AIM OF THE TASK: Everything except the pictures should be printed exactly as it appears in the records.

EXTRACTED MATERIAL:
☆ ☆ ☆ ☆
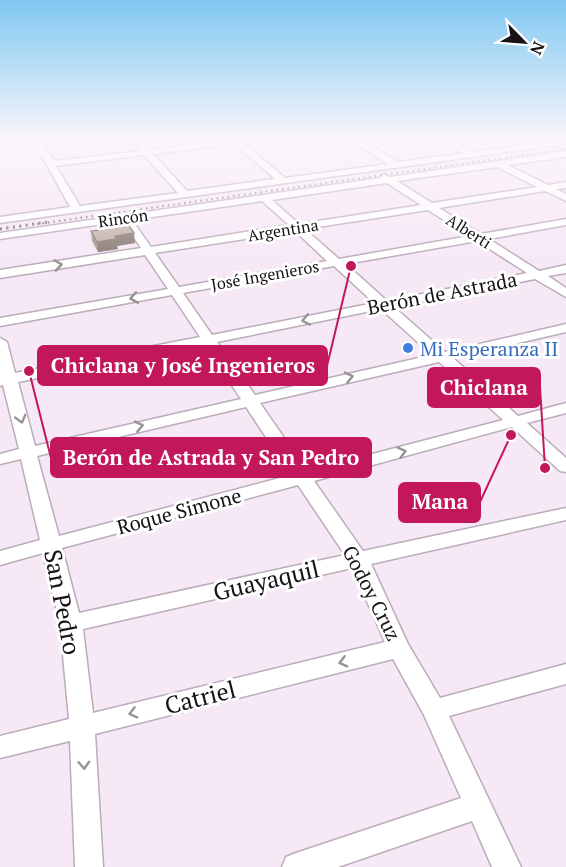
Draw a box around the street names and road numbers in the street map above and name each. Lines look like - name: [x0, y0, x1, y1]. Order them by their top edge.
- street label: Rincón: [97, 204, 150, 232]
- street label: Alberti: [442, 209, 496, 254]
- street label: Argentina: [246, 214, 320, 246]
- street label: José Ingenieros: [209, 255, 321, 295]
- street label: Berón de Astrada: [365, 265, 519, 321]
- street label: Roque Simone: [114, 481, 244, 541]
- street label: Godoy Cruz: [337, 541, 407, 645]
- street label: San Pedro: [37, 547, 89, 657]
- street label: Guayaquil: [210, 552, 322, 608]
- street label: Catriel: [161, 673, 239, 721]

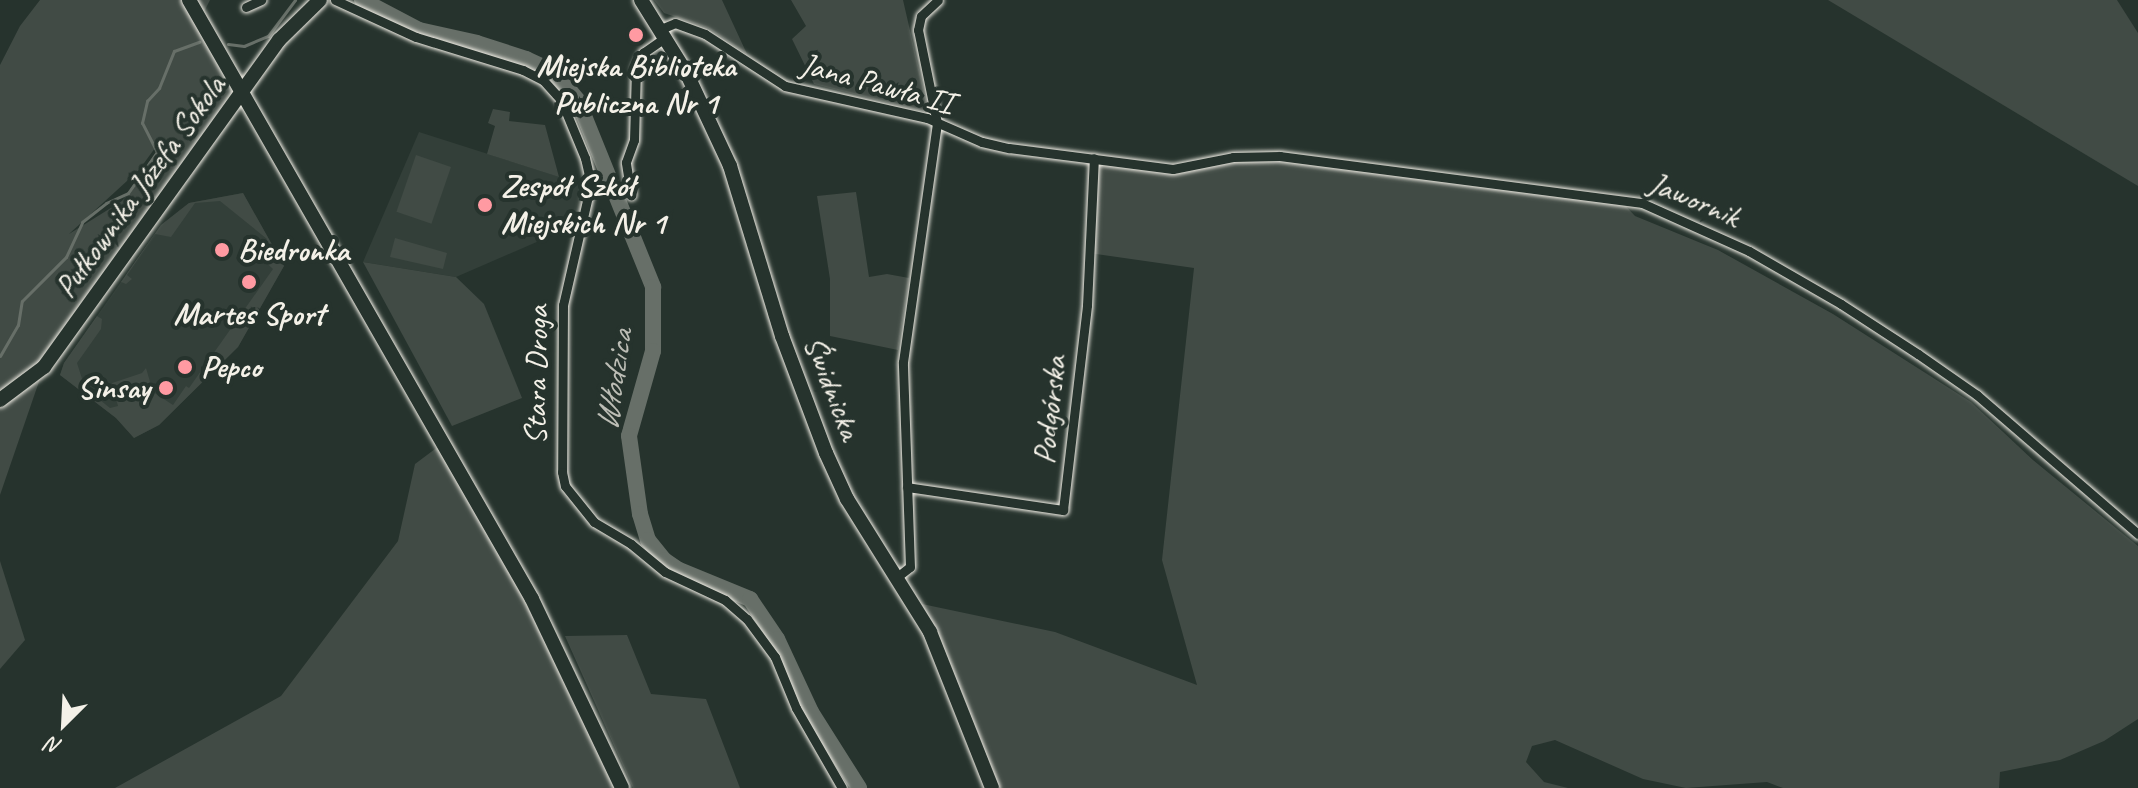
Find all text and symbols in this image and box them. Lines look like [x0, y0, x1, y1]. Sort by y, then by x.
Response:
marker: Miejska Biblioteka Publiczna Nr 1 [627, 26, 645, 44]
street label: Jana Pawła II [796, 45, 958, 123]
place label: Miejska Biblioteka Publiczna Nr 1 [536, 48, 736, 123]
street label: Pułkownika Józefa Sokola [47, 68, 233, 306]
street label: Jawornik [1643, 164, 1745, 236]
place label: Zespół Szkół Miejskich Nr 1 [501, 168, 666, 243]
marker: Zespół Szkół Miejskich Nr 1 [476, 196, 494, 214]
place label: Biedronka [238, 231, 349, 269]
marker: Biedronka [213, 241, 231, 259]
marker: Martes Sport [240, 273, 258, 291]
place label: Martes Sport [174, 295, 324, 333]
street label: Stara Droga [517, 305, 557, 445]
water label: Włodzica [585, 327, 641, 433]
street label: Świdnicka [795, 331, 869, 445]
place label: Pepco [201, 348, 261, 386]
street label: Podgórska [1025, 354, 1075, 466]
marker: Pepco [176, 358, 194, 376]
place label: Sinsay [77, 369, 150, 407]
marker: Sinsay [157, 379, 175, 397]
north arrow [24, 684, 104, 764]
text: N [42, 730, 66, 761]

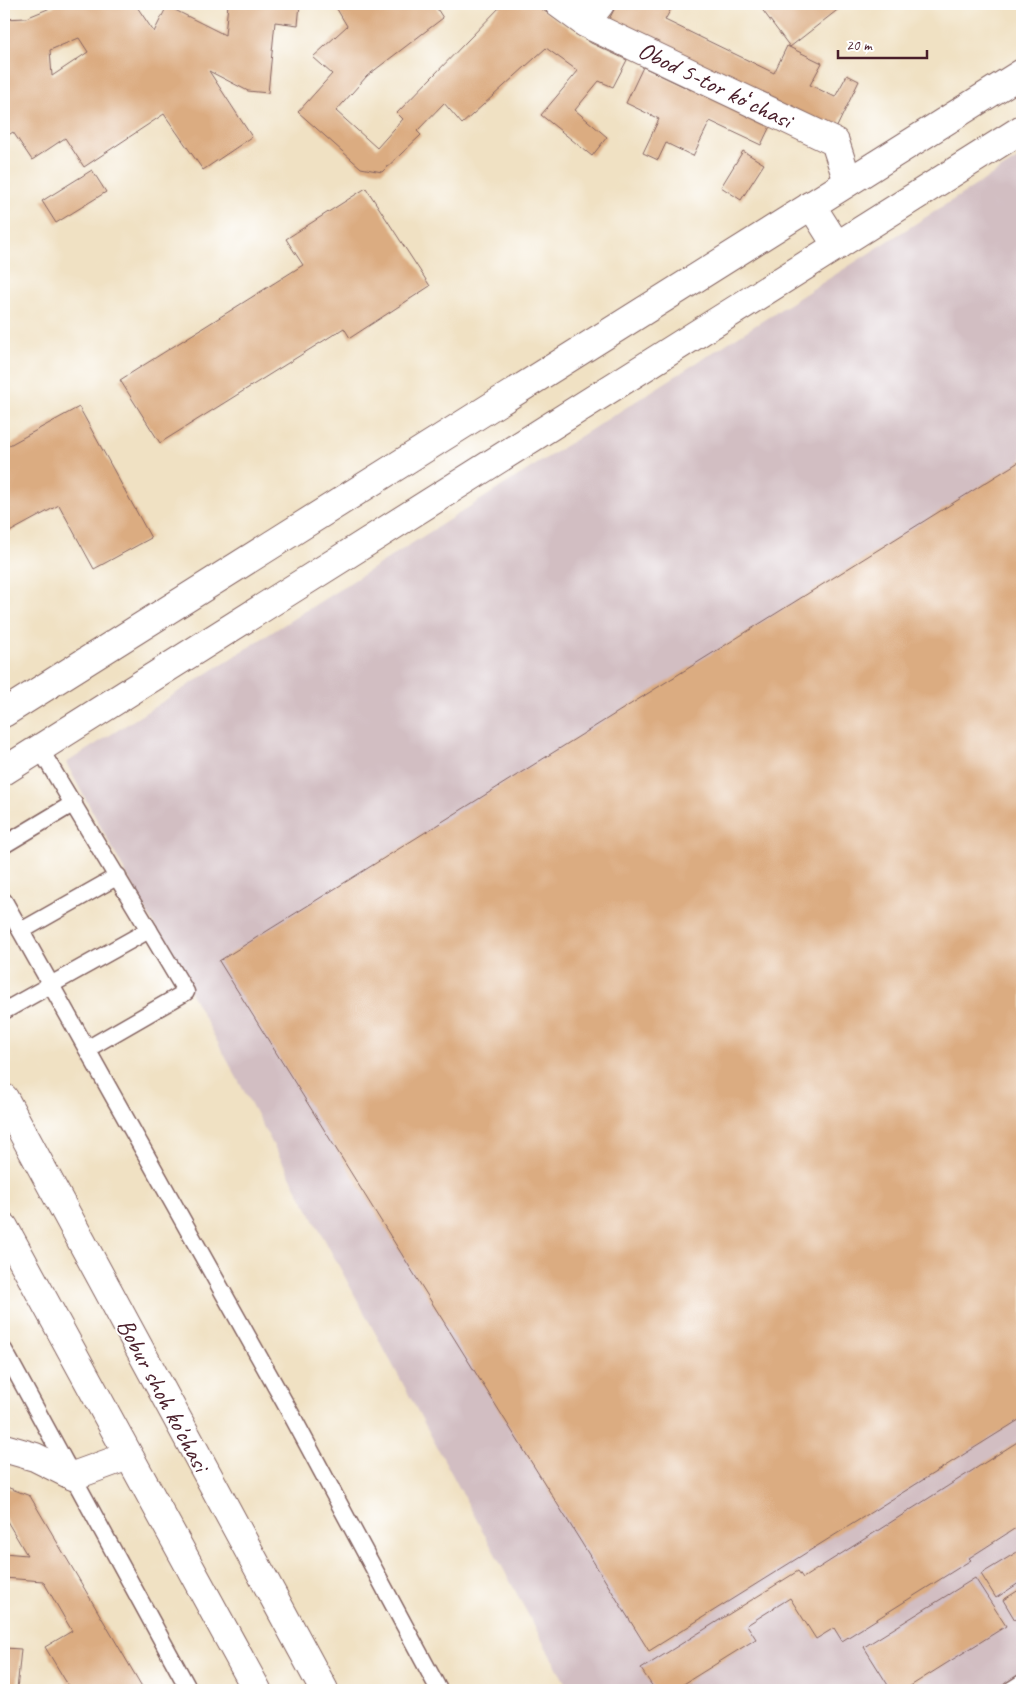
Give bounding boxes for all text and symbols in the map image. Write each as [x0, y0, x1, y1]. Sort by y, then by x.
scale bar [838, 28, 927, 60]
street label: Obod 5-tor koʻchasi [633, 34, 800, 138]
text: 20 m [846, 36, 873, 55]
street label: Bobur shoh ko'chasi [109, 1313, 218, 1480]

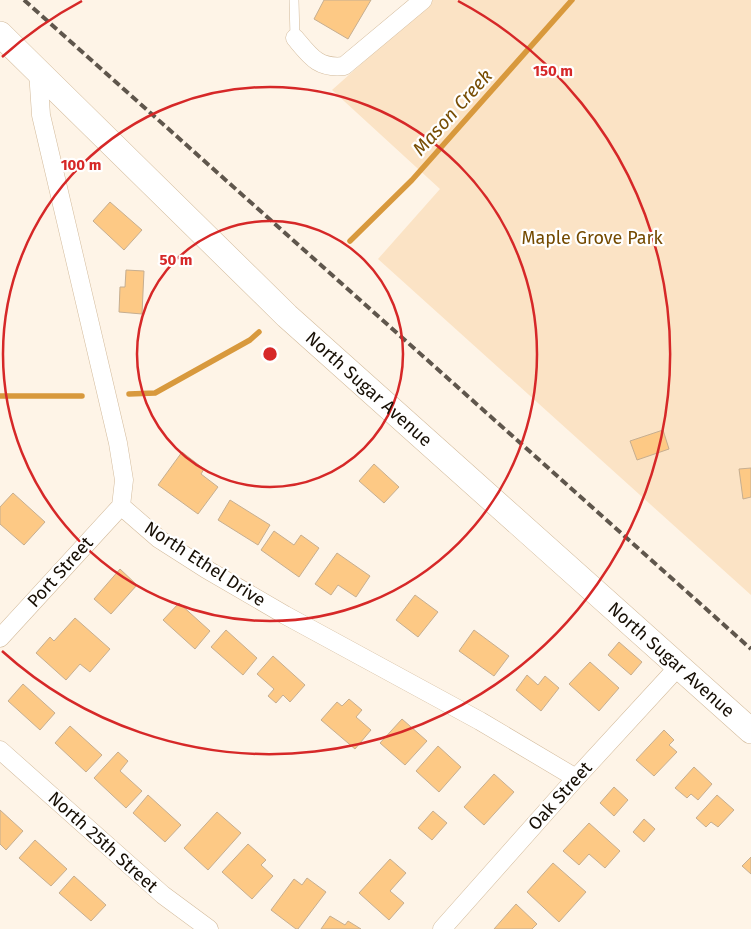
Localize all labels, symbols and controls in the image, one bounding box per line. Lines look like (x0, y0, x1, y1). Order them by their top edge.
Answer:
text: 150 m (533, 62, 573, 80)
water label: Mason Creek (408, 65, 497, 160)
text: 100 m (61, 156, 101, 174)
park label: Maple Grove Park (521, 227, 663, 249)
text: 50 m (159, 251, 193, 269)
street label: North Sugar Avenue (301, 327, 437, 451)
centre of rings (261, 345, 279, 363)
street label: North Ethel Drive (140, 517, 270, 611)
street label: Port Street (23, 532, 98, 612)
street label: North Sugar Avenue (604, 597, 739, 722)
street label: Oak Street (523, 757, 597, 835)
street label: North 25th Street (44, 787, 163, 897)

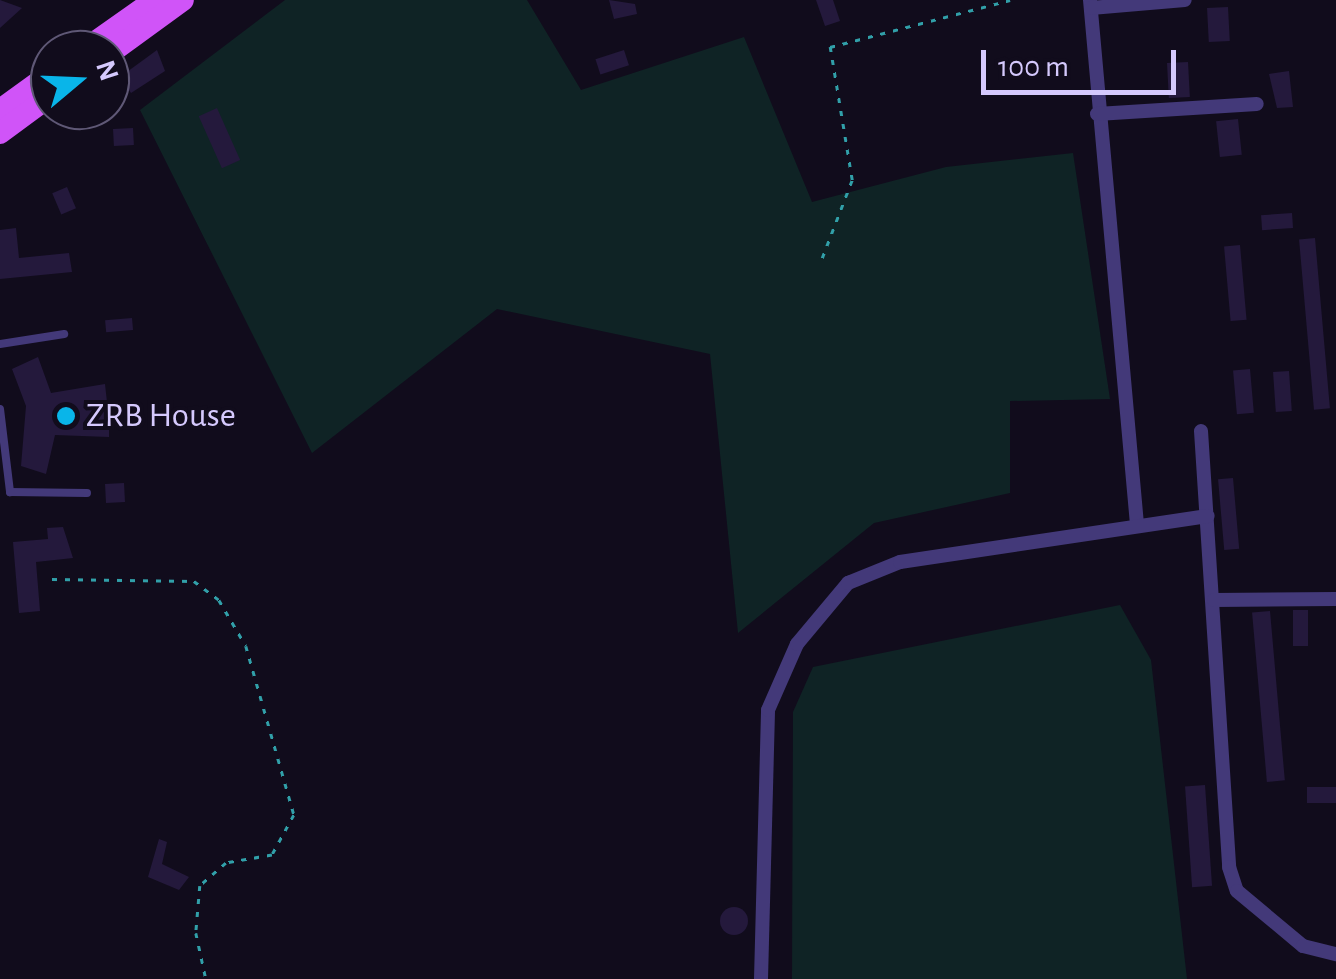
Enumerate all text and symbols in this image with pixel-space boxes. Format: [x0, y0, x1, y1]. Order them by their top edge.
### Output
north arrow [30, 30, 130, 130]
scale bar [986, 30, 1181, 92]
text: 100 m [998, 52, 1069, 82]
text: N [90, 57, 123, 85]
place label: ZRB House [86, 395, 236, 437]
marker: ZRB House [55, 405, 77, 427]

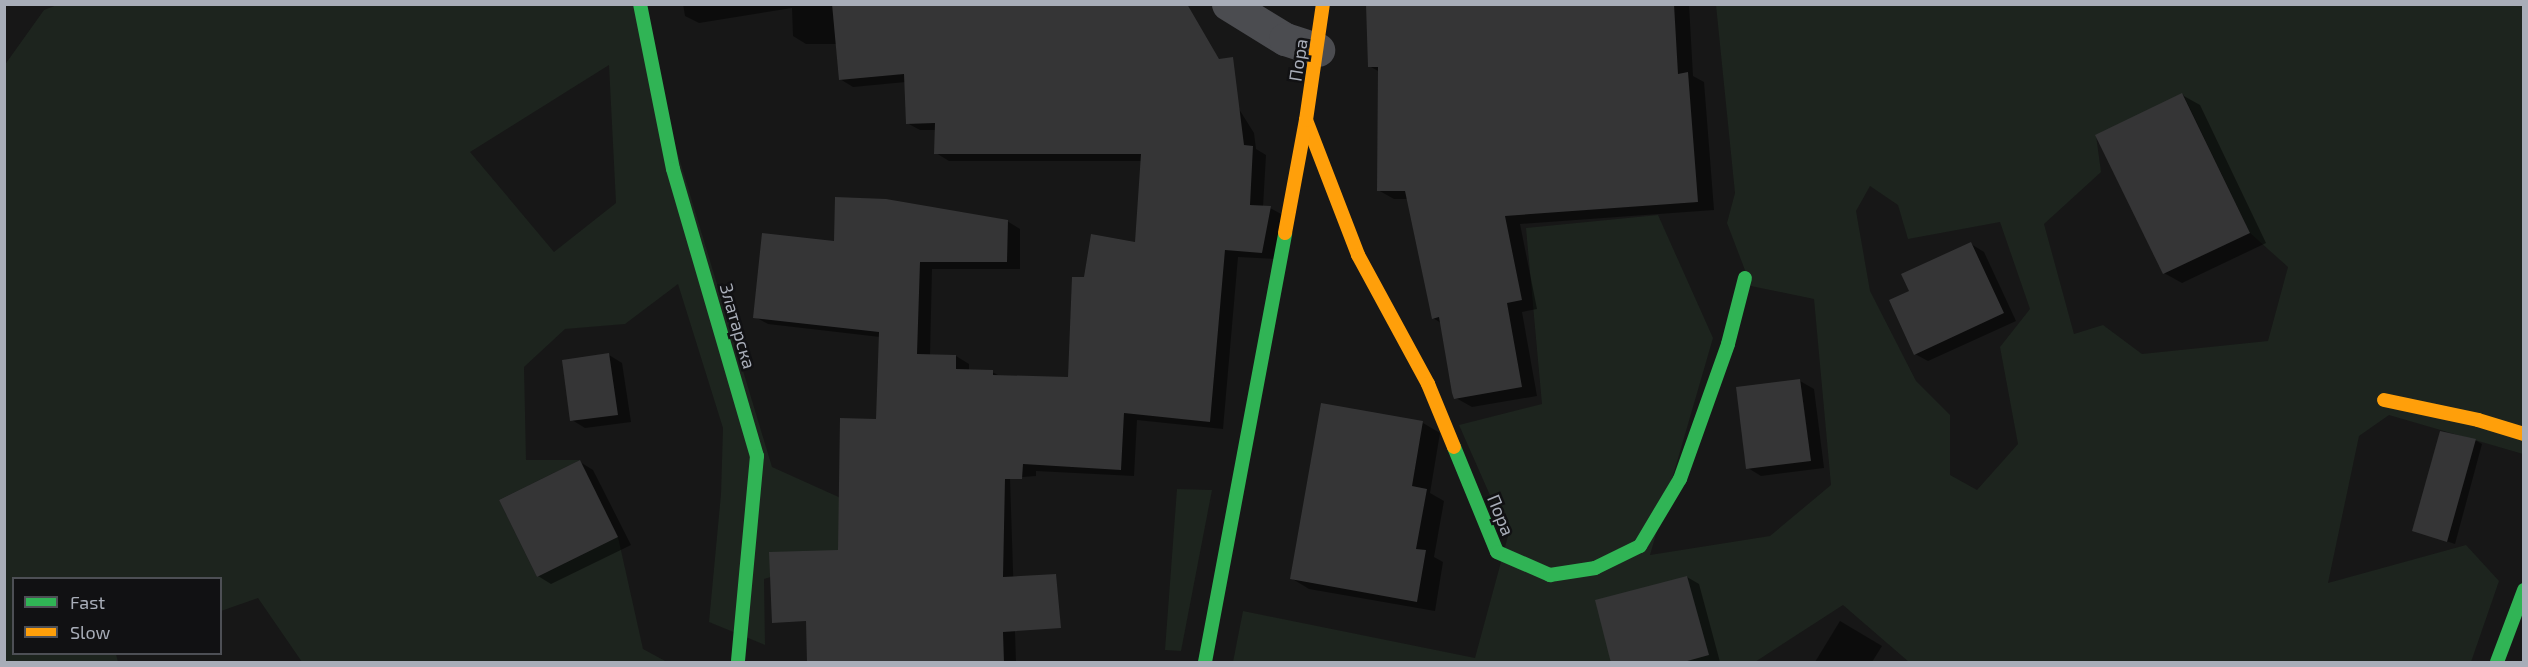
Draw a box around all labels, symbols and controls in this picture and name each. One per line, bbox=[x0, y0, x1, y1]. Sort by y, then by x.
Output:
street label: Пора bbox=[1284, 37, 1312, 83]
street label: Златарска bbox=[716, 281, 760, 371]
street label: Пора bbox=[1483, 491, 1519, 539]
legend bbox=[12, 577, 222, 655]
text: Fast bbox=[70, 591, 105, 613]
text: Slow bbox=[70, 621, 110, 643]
☆ ☆ ☆ ☆
THE COMPLETED TASK:
Draw a box around the street names and road numbers in the street map above and name each. Lines look like - name: [x0, y0, x1, y1]. Order them by their top edge.
- street label: Rincón: [97, 204, 150, 232]
- street label: Alberti: [442, 209, 496, 254]
- street label: Argentina: [246, 214, 320, 246]
- street label: José Ingenieros: [209, 255, 321, 295]
- street label: Berón de Astrada: [365, 265, 519, 321]
- street label: Roque Simone: [114, 481, 244, 541]
- street label: Godoy Cruz: [337, 541, 407, 645]
- street label: San Pedro: [37, 547, 89, 657]
- street label: Guayaquil: [210, 552, 322, 608]
- street label: Catriel: [161, 673, 239, 721]

Find all text and symbols in this image and box them. Lines look like [x0, y0, x1, y1]. Sort by y, then by x.
Response:
marker: Miejska Biblioteka Publiczna Nr 1 [627, 26, 645, 44]
street label: Jana Pawła II [796, 45, 958, 123]
place label: Miejska Biblioteka Publiczna Nr 1 [536, 48, 736, 123]
street label: Pułkownika Józefa Sokola [47, 68, 233, 306]
street label: Jawornik [1643, 164, 1745, 236]
place label: Zespół Szkół Miejskich Nr 1 [501, 168, 666, 243]
marker: Zespół Szkół Miejskich Nr 1 [476, 196, 494, 214]
place label: Biedronka [238, 231, 349, 269]
marker: Biedronka [213, 241, 231, 259]
marker: Martes Sport [240, 273, 258, 291]
place label: Martes Sport [174, 295, 324, 333]
street label: Stara Droga [517, 305, 557, 445]
water label: Włodzica [585, 327, 641, 433]
street label: Świdnicka [795, 331, 869, 445]
place label: Pepco [201, 348, 261, 386]
street label: Podgórska [1025, 354, 1075, 466]
marker: Pepco [176, 358, 194, 376]
place label: Sinsay [77, 369, 150, 407]
marker: Sinsay [157, 379, 175, 397]
north arrow [24, 684, 104, 764]
text: N [42, 730, 66, 761]

Give bounding boxes for all text and symbols in the map image. Write each as [x0, y0, x1, y1]. Sort by y, then by x.
scale bar [838, 28, 927, 60]
street label: Obod 5-tor koʻchasi [633, 34, 800, 138]
text: 20 m [846, 36, 873, 55]
street label: Bobur shoh ko'chasi [109, 1313, 218, 1480]

Localize all labels, symbols and controls in the image, one bounding box per line. Lines look like (x0, y0, x1, y1). Order them by their top edge.
Answer:
text: 150 m (533, 62, 573, 80)
water label: Mason Creek (408, 65, 497, 160)
text: 100 m (61, 156, 101, 174)
park label: Maple Grove Park (521, 227, 663, 249)
text: 50 m (159, 251, 193, 269)
street label: North Sugar Avenue (301, 327, 437, 451)
centre of rings (261, 345, 279, 363)
street label: North Ethel Drive (140, 517, 270, 611)
street label: Port Street (23, 532, 98, 612)
street label: North Sugar Avenue (604, 597, 739, 722)
street label: Oak Street (523, 757, 597, 835)
street label: North 25th Street (44, 787, 163, 897)

Enumerate all text and symbols in this image with pixel-space boxes. Format: [x0, y0, x1, y1]. Order them by their top edge.
### Output
north arrow [30, 30, 130, 130]
scale bar [986, 30, 1181, 92]
text: 100 m [998, 52, 1069, 82]
text: N [90, 57, 123, 85]
place label: ZRB House [86, 395, 236, 437]
marker: ZRB House [55, 405, 77, 427]

Draw a box around all labels, symbols and controls in this picture and name each. One per line, bbox=[x0, y0, x1, y1]. Sort by y, then by x.
Output:
street label: Пора bbox=[1284, 37, 1312, 83]
street label: Златарска bbox=[716, 281, 760, 371]
street label: Пора bbox=[1483, 491, 1519, 539]
legend bbox=[12, 577, 222, 655]
text: Fast bbox=[70, 591, 105, 613]
text: Slow bbox=[70, 621, 110, 643]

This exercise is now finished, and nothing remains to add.